Si tacuisses

The BAMSE study group published another vitamin paper – mainly on current multivitamin use and allergy.

Our results …. suggest that supplementation with multivitamins during the first years of life may reduce the risk of allergic disease at school age.

Any further conclusion on early exposure of vitamin D, however, is probably impossible for 3 simple reasons:

1. The project started with 4,093 children; at age 8 only 2,423 children are included while even less (2,069) filled in the FFQ question of current intake – that’s not representative for the whole cohort and a poor exposure variable too.

2. The study doesn’t care about seasonal effects – although relevant for reporting allergic symptoms as well as having varying vitamin D levels during the course of a year. There are no validation data for the FFQ – how good is it for the study question and why are there no dose estimates? There are no crude OR’s at all (table 4); what has been the effect of adjusting for various confounders? Maybe the logistic models should not be adjusted for breastfeeding as this might be a causal factor…

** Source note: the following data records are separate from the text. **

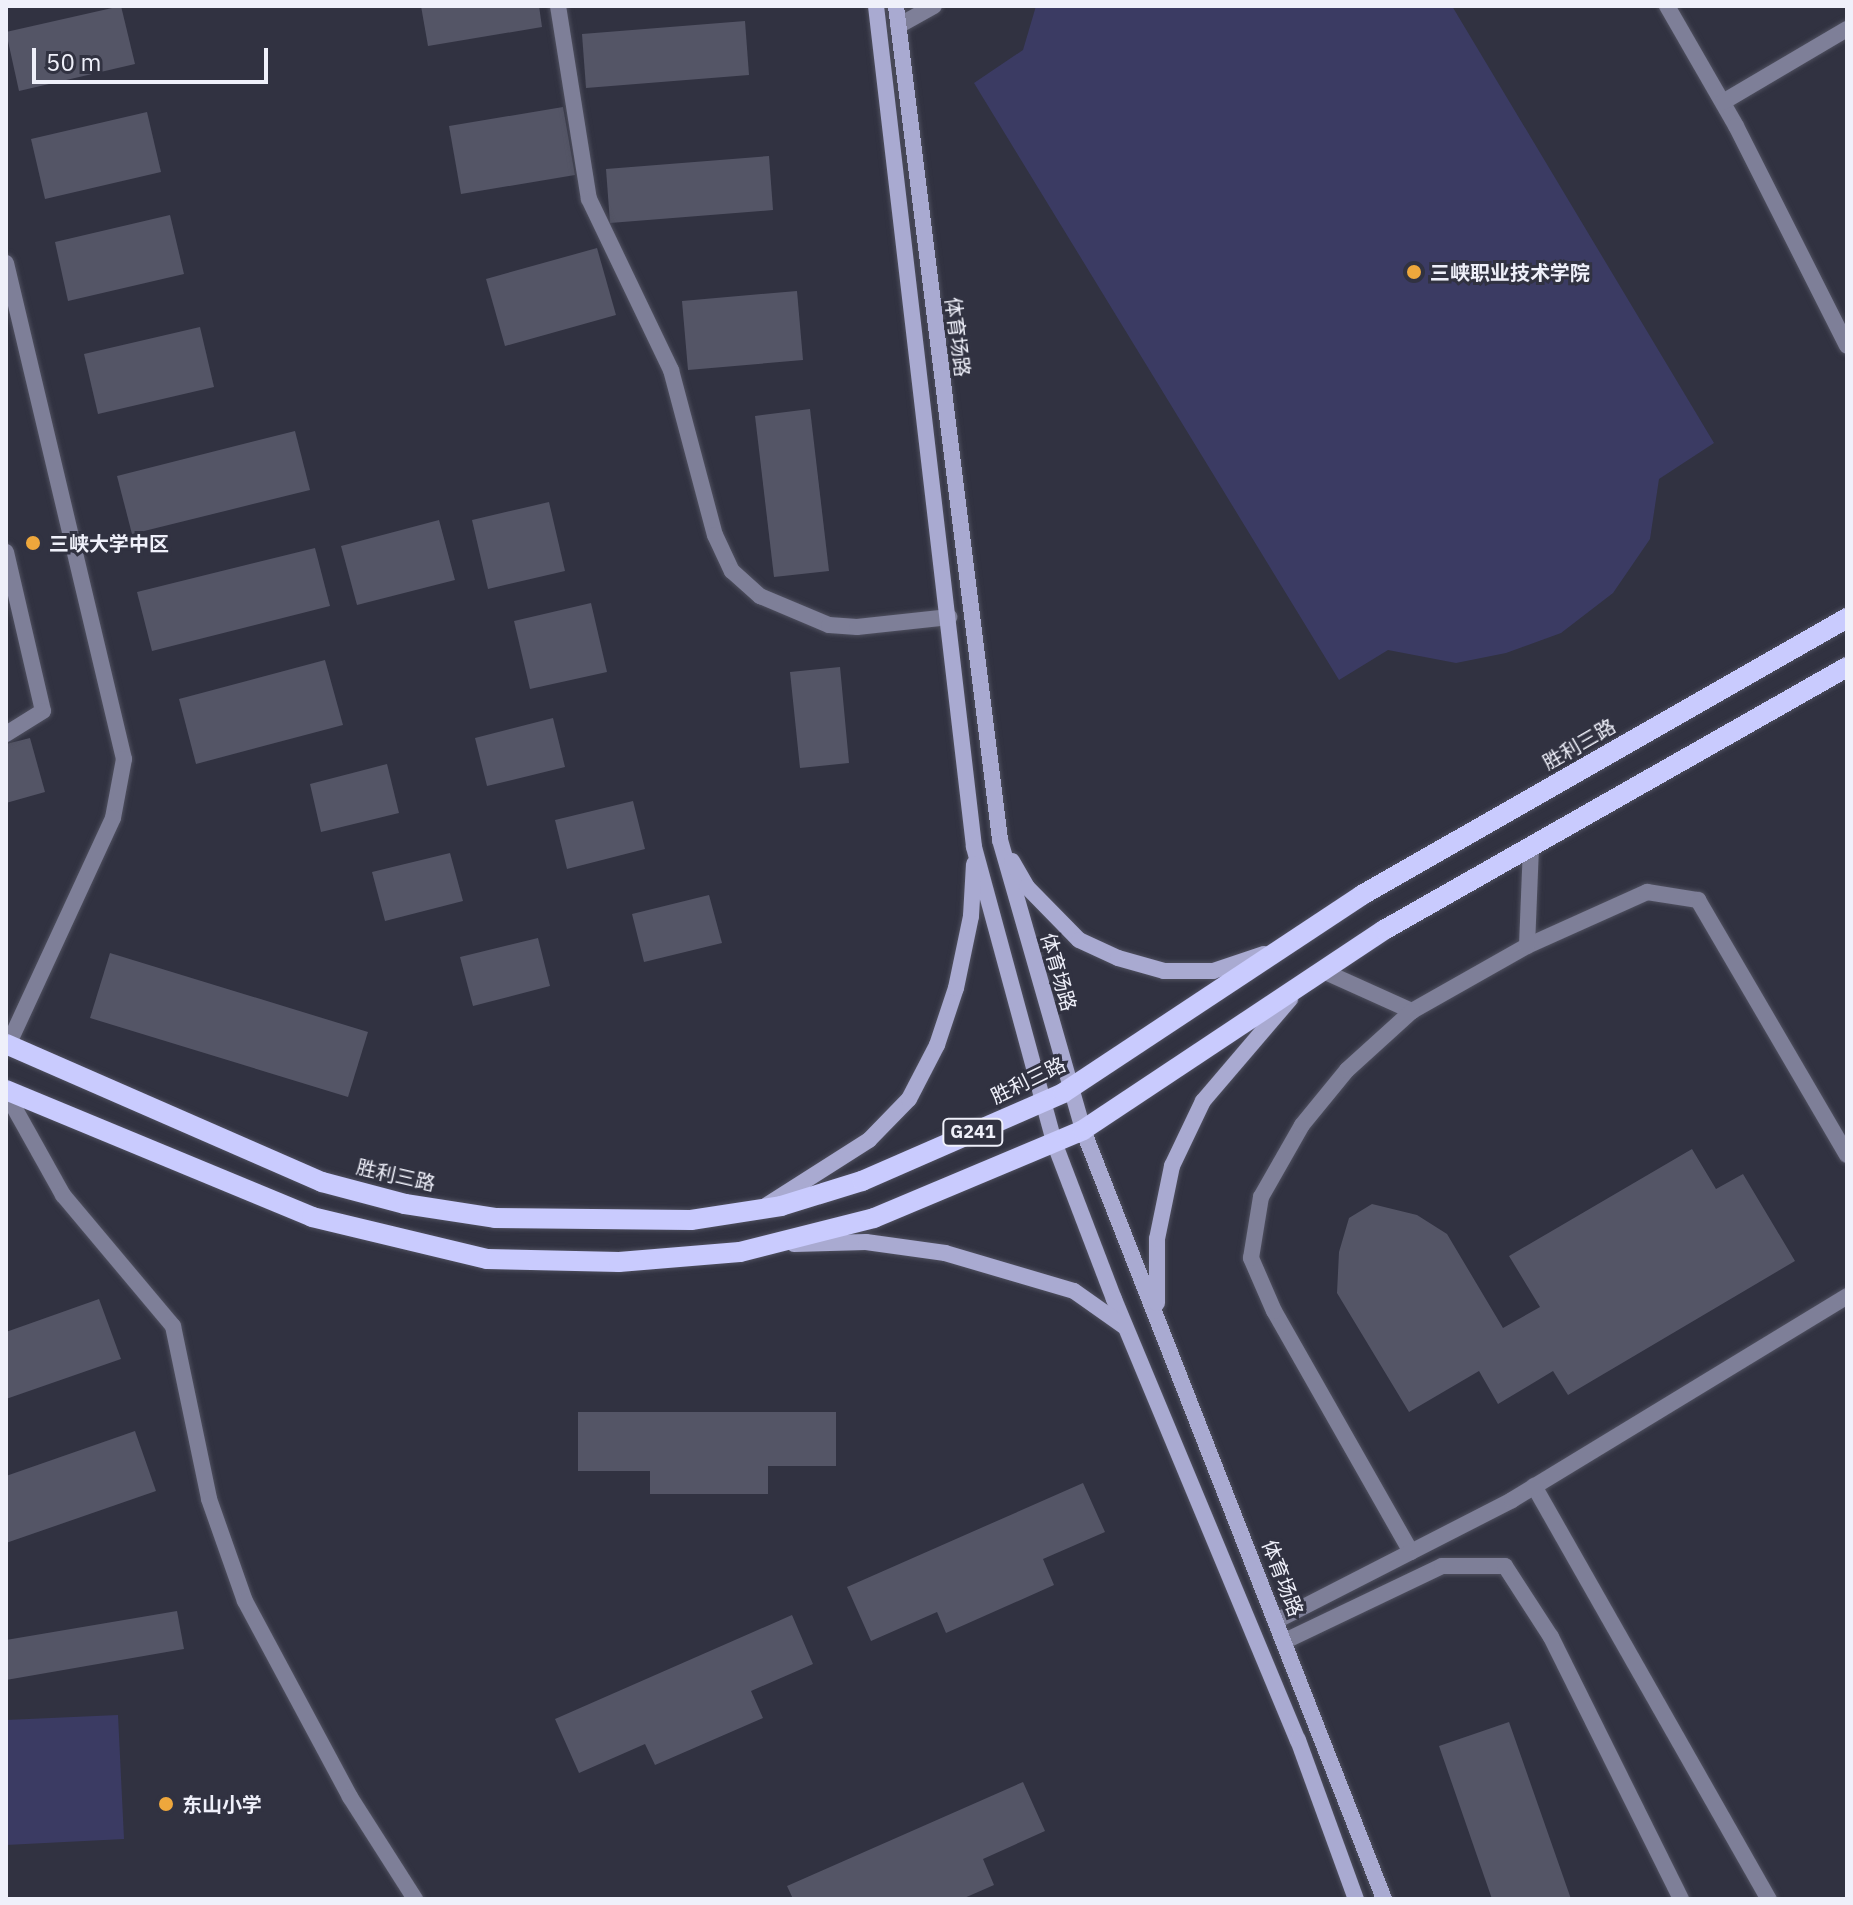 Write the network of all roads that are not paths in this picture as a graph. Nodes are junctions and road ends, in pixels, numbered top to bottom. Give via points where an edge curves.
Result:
1 (558, 6) edge
2 (876, 6) edge
3 (896, 6) edge
4 (934, 6) edge
5 (1667, 6) edge
6 (898, 26) junction
7 (1847, 29) edge
8 (1723, 102) junction
9 (6, 263) edge
10 (1847, 346) edge
11 (6, 552) edge
12 (949, 617) junction
13 (1847, 618) edge
14 (1847, 667) edge
15 (6, 734) edge
16 (1000, 840) junction
17 (974, 847) junction
18 (1531, 847) junction
19 (1527, 946) junction
20 (1284, 947) junction
21 (1323, 971) junction
22 (1305, 983) junction
23 (1412, 1011) junction
24 (7, 1045) edge
25 (1072, 1087) junction
26 (6, 1091) edge
27 (1041, 1102) junction
28 (1083, 1130) junction
29 (1054, 1142) junction
30 (1847, 1155) edge
31 (759, 1209) junction
32 (772, 1244) junction
33 (1847, 1296) edge
34 (1157, 1313) junction
35 (1126, 1328) junction
36 (1534, 1486) junction
37 (1411, 1552) junction
38 (1278, 1620) junction
39 (1285, 1641) junction
40 (415, 1899) edge
41 (1356, 1899) edge
42 (1384, 1899) edge
43 (1681, 1899) edge
44 (1769, 1899) edge

1 - 12 street via 589,199 671,370 715,535 732,571 760,596 829,625
2 - 12 main road, 体育场路
3 - 6 main road, 体育场路
4 - 6 street
5 - 8 street
6 - 16 main road, 体育场路
7 - 8 street
8 - 10 street
9 - 24 street via 124,759 113,818
11 - 15 street via 43,711
12 - 17 main road, 体育场路
13 - 20 main road, 胜利三路 / G241 via 1362,895
14 - 18 main road, G241
16 - 20 main road via 1045,907 1079,940 1118,958 1164,971 1213,971
16 - 25 main road, 体育场路
17 - 27 main road, 体育场路
17 - 31 main road via 971,916 956,988 937,1045 909,1099 856,1149
18 - 19 street
18 - 21 main road, G241
19 - 23 street
19 - 30 street via 1647,892 1698,900
20 - 25 main road, 胜利三路 / G241
21 - 22 main road, G241
21 - 23 street
22 - 28 main road, G241
22 - 34 main road via 1203,1101 1172,1166 1157,1239
23 - 37 street via 1347,1070 1302,1125 1261,1197 1251,1258 1274,1311
24 - 31 main road, 胜利三路 / G241 via 322,1182 405,1204 510,1219 691,1220
25 - 27 main road, 胜利三路 / G241
25 - 28 main road, 体育场路
26 - 32 main road, G241 via 312,1217 487,1259 619,1262 740,1252
26 - 40 street via 63,1195 173,1326 209,1499 245,1601 350,1797
27 - 29 main road, 体育场路
27 - 31 main road, 胜利三路 / G241 via 862,1181
28 - 29 main road, G241
28 - 34 main road, 体育场路
29 - 32 main road, G241 via 874,1218
29 - 35 main road, 体育场路
32 - 35 main road via 866,1242 945,1253 1074,1291
33 - 36 street
34 - 38 main road, 体育场路
35 - 41 main road, 体育场路 via 1298,1740
36 - 37 street
36 - 44 street
37 - 38 street
38 - 39 main road, 体育场路
39 - 42 main road, 体育场路
39 - 43 street via 1442,1566 1505,1566 1551,1637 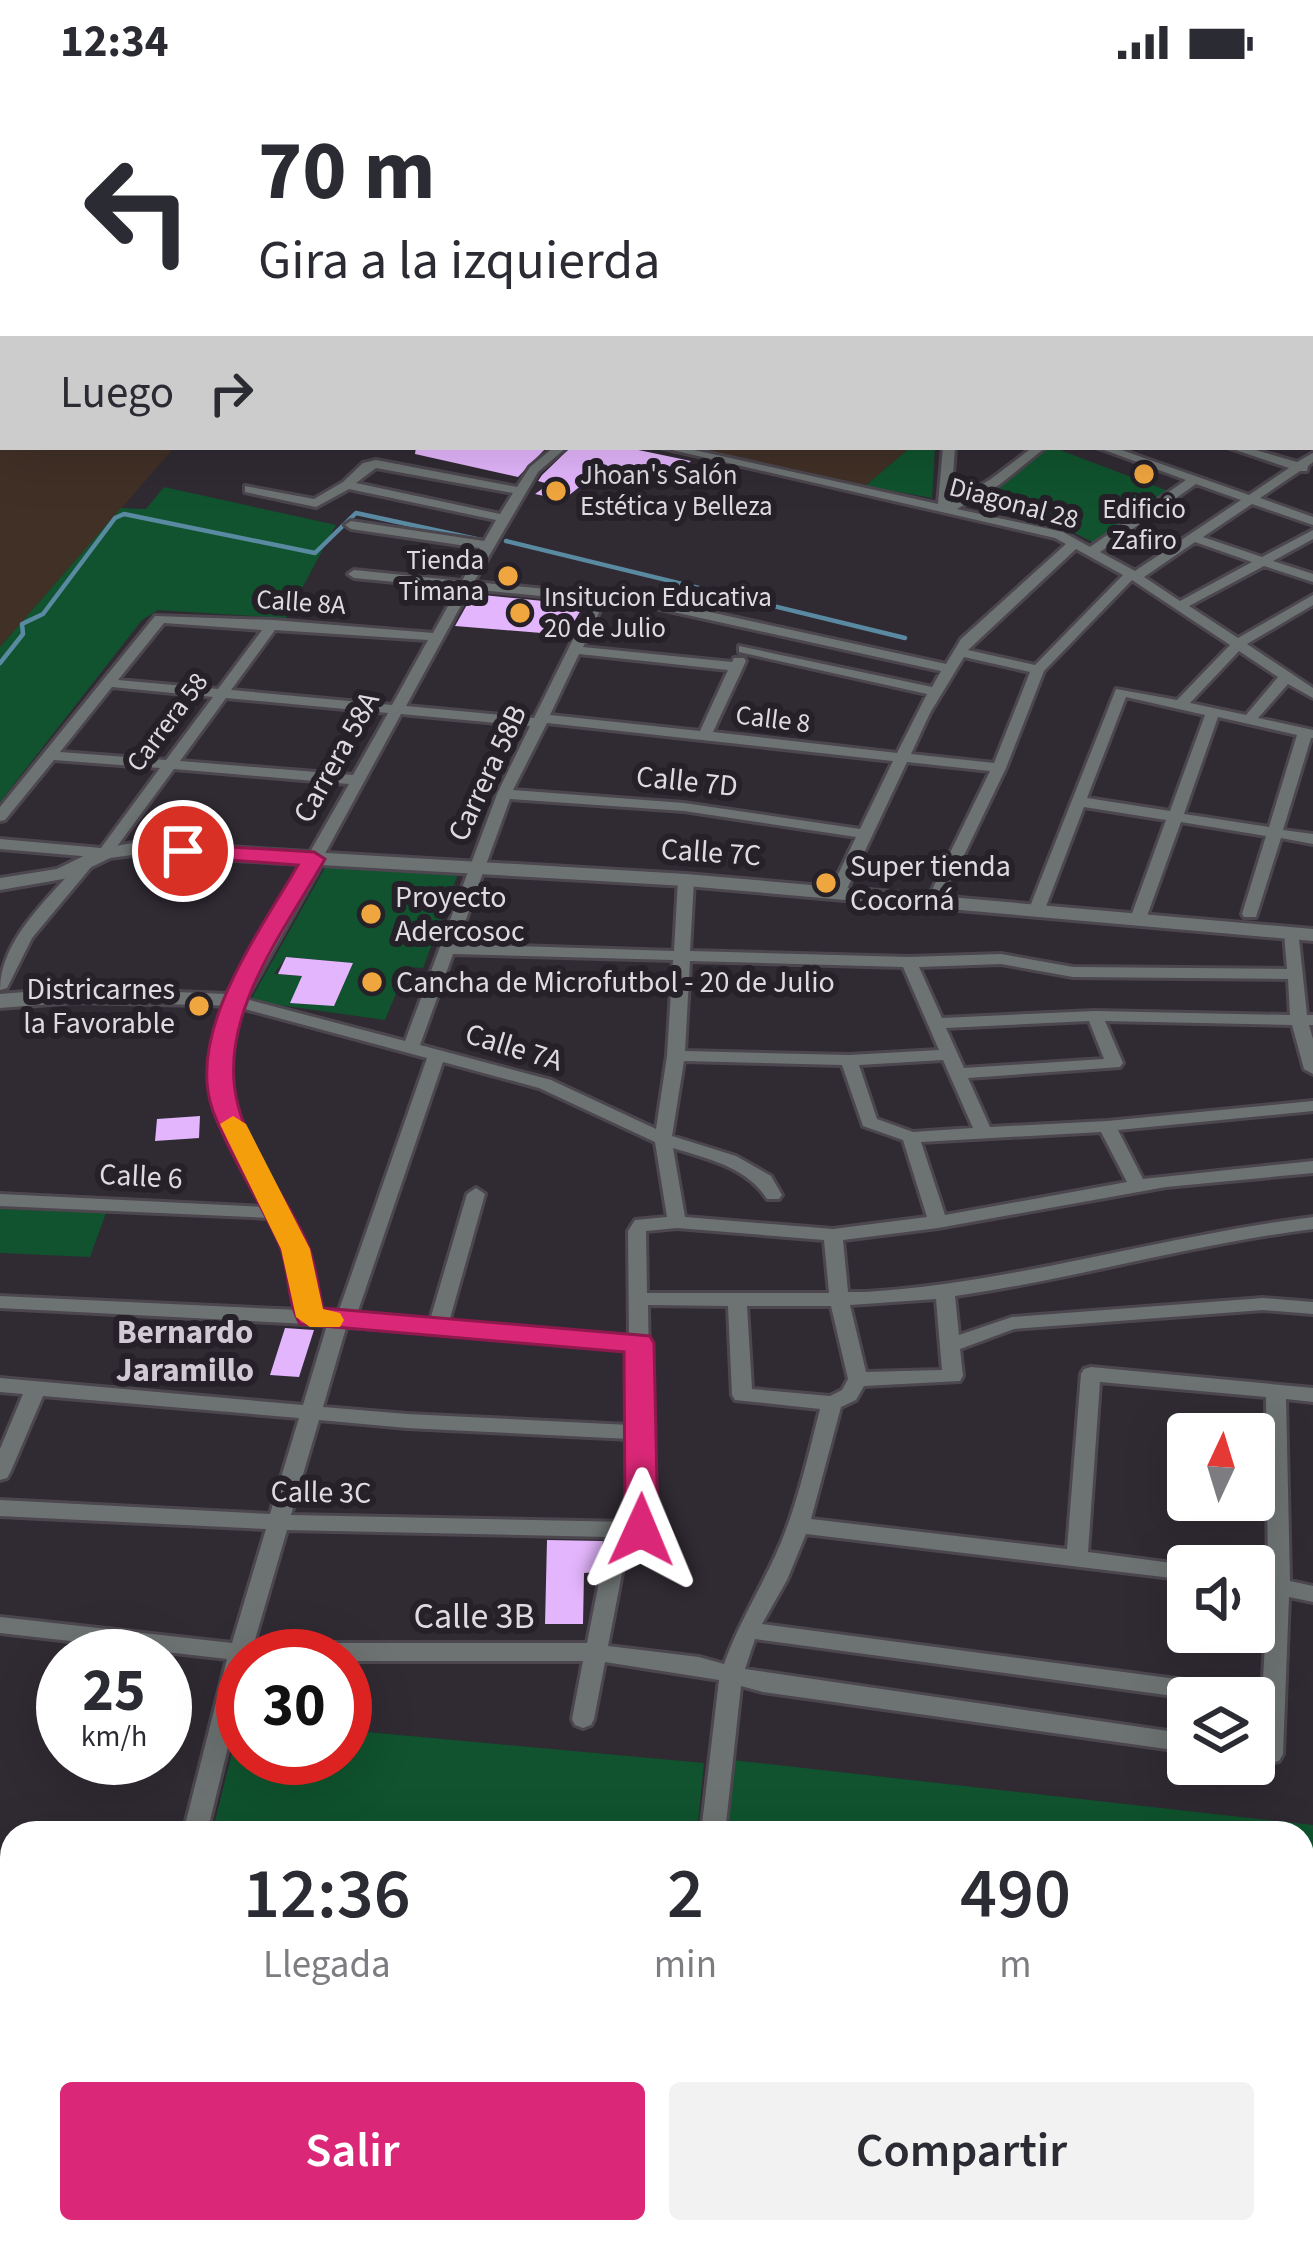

3. Vitamin D effects cannot be examined in this study at all. The discussion clearly shows that all babies are exposed to vitamin D

It should be noted, though, that 98% of the children in our study received supplementation of vitamins A and D from 2 wk of age and through the first years of life.

with other vitamin D studies are not even mentioned in the discussion (not even the first large study in the field) this paper is only about current multivitamin effects. The earlier work was more straight on early vitamin D effects – maybe an update of cohort effects would have been more exciting than a largely no-effect new cross-sectional analysis, yea, yea.